WHENEVER we go to a truly great gig, we don’t want to go straight home do we?

You want to go for a drink or seven and rake over the coals of a flaming hot evening with a companion. But eventually, conversation switches to something else and by the time your head eventually hits the pillow you remember this life-affirming gig in the same way you recall what you had for lunch.

That’s how I consumed the stunning performance from Scottish band Gun a few days back. I wish I had gone straight home to preserve the memory of it.

For the entire show I was standing (‘stood’ if you’re a Brit) on the corner of the stage nearest guitarist Jools Gizzi and I either had a shit-eating grin or I was on the verge of tears it was so good.

To place this in context, I got the first Gun album Taking On The World as one of my first music journalism freebies in 1989. Not a standard rock fan story, I guess. I’d listen to the title track and dream of the big world outside suburban Wollongong. 
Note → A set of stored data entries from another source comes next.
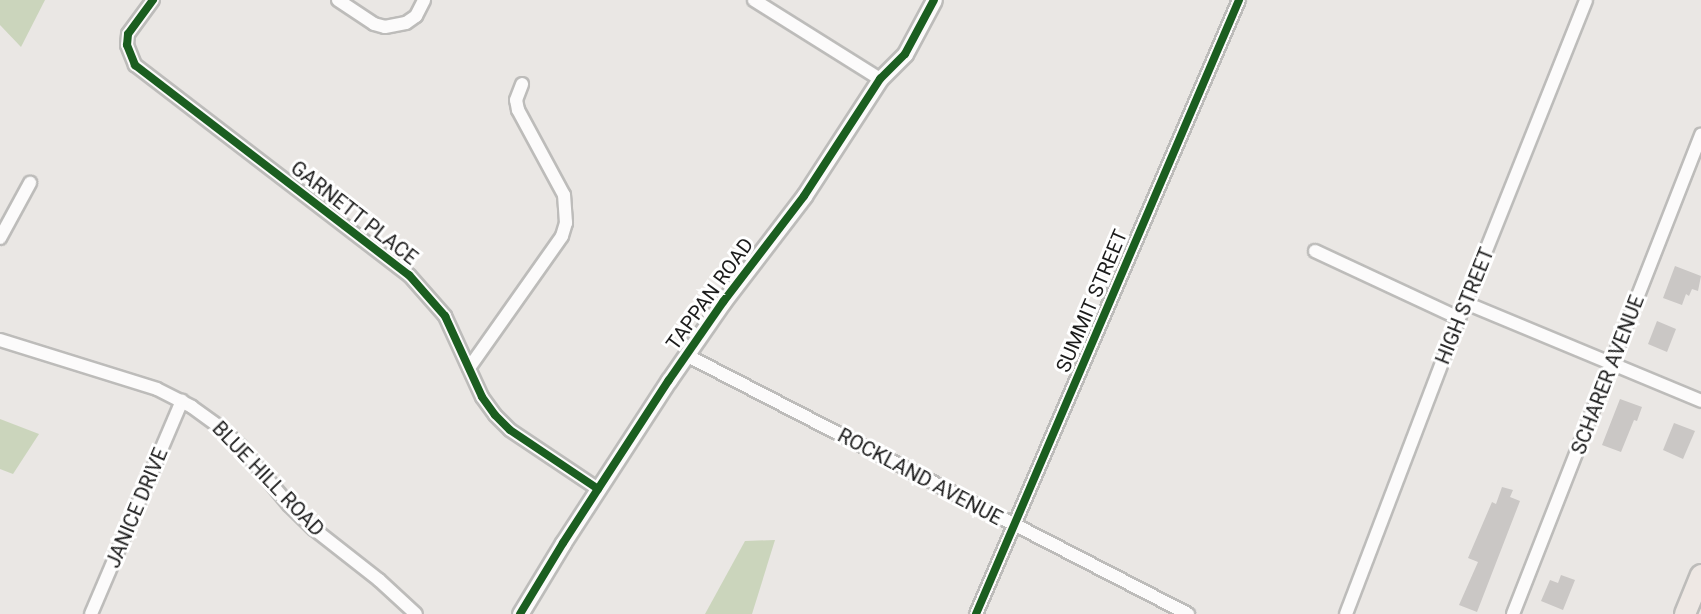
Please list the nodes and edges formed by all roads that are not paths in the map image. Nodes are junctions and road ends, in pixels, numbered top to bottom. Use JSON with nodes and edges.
{"nodes":[{"id":1,"x":153,"y":0,"type":"edge"},
{"id":2,"x":339,"y":0,"type":"edge"},
{"id":3,"x":424,"y":0,"type":"edge"},
{"id":4,"x":754,"y":0,"type":"edge"},
{"id":5,"x":934,"y":0,"type":"edge"},
{"id":6,"x":1239,"y":0,"type":"edge"},
{"id":7,"x":1587,"y":0,"type":"edge"},
{"id":8,"x":880,"y":80,"type":"junction"},
{"id":9,"x":522,"y":84,"type":"dead end"},
{"id":10,"x":1701,"y":135,"type":"edge"},
{"id":11,"x":30,"y":183,"type":"dead end"},
{"id":12,"x":0,"y":238,"type":"edge"},
{"id":13,"x":1316,"y":252,"type":"dead end"},
{"id":14,"x":1466,"y":303,"type":"junction"},
{"id":15,"x":1459,"y":318,"type":"junction"},
{"id":16,"x":0,"y":340,"type":"edge"},
{"id":17,"x":686,"y":355,"type":"junction"},
{"id":18,"x":1613,"y":363,"type":"junction"},
{"id":19,"x":469,"y":368,"type":"junction"},
{"id":20,"x":182,"y":401,"type":"junction"},
{"id":21,"x":1701,"y":401,"type":"edge"},
{"id":22,"x":598,"y":489,"type":"junction"},
{"id":23,"x":1014,"y":526,"type":"junction"},
{"id":24,"x":1701,"y":575,"type":"edge"},
{"id":25,"x":1693,"y":604,"type":"edge"},
{"id":26,"x":91,"y":614,"type":"edge"},
{"id":27,"x":416,"y":614,"type":"edge"},
{"id":28,"x":520,"y":614,"type":"edge"},
{"id":29,"x":976,"y":614,"type":"edge"},
{"id":30,"x":1188,"y":614,"type":"edge"},
{"id":31,"x":1346,"y":614,"type":"edge"},
{"id":32,"x":1514,"y":614,"type":"edge"}],
"edges":[{"from":1,"to":19,"type":"street","name":"GARNETT PLACE"},
{"from":2,"to":3,"type":"street"},
{"from":4,"to":8,"type":"street"},
{"from":5,"to":8,"type":"street","name":"TAPPAN ROAD"},
{"from":6,"to":23,"type":"street","name":"SUMMIT STREET"},
{"from":7,"to":14,"type":"street","name":"HIGH STREET"},
{"from":8,"to":17,"type":"street","name":"TAPPAN ROAD"},
{"from":9,"to":19,"type":"street"},
{"from":10,"to":18,"type":"street","name":"SCHARER AVENUE"},
{"from":11,"to":12,"type":"street"},
{"from":13,"to":15,"type":"street"},
{"from":14,"to":15,"type":"street","name":"HIGH STREET"},
{"from":14,"to":18,"type":"street"},
{"from":15,"to":31,"type":"street","name":"HIGH STREET"},
{"from":16,"to":20,"type":"street","name":"BLUE HILL ROAD"},
{"from":17,"to":22,"type":"street","name":"TAPPAN ROAD"},
{"from":17,"to":23,"type":"street","name":"ROCKLAND AVENUE"},
{"from":18,"to":21,"type":"street"},
{"from":18,"to":32,"type":"street","name":"SCHARER AVENUE"},
{"from":19,"to":22,"type":"street","name":"GARNETT PLACE"},
{"from":20,"to":26,"type":"street","name":"JANICE DRIVE"},
{"from":20,"to":27,"type":"street","name":"BLUE HILL ROAD"},
{"from":22,"to":28,"type":"street","name":"TAPPAN ROAD"},
{"from":23,"to":29,"type":"street","name":"SUMMIT STREET"},
{"from":23,"to":30,"type":"street","name":"ROCKLAND AVENUE"},
{"from":24,"to":25,"type":"main road"}]}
The only time I’ve ever bungee jumped, I was wearing a promotional t-shirt emblazoned with the band’s logo.

So I’m pre-disposed to enjoy myself tonight at the 100 Club, a venue that’s been open since 1942 and trading under that name since 1964 (not all the cool venues are destined to be shuttered, friends). Sure, it’s a weird-shaped room, the dunnies have seen better days (to coin a Gun song title) and if it’s too full, you can’t see the stage.

But what makes tonight live up to, and then exceed, my already lofty expectations?

The setlist is pretty close to perfect, opening with newer songs like “Back Street Brothers” and “Coming Home” and slowly building to what I think is their finest, “Money To Burn” and onwards to the hits.

Is there anything you’d rather be singing with a beer in hand on a Friday night than “In the end all we are/Is just a soul on the open road”?

Gallus from 1992 is a masterpiece of melodic hard rock (in a 1992 sense, not a Frontiers Records way – soaring hooks, inventive riffs, thoughtful lyrics) and it’s great to hear “Long Road” included. Goosebumps.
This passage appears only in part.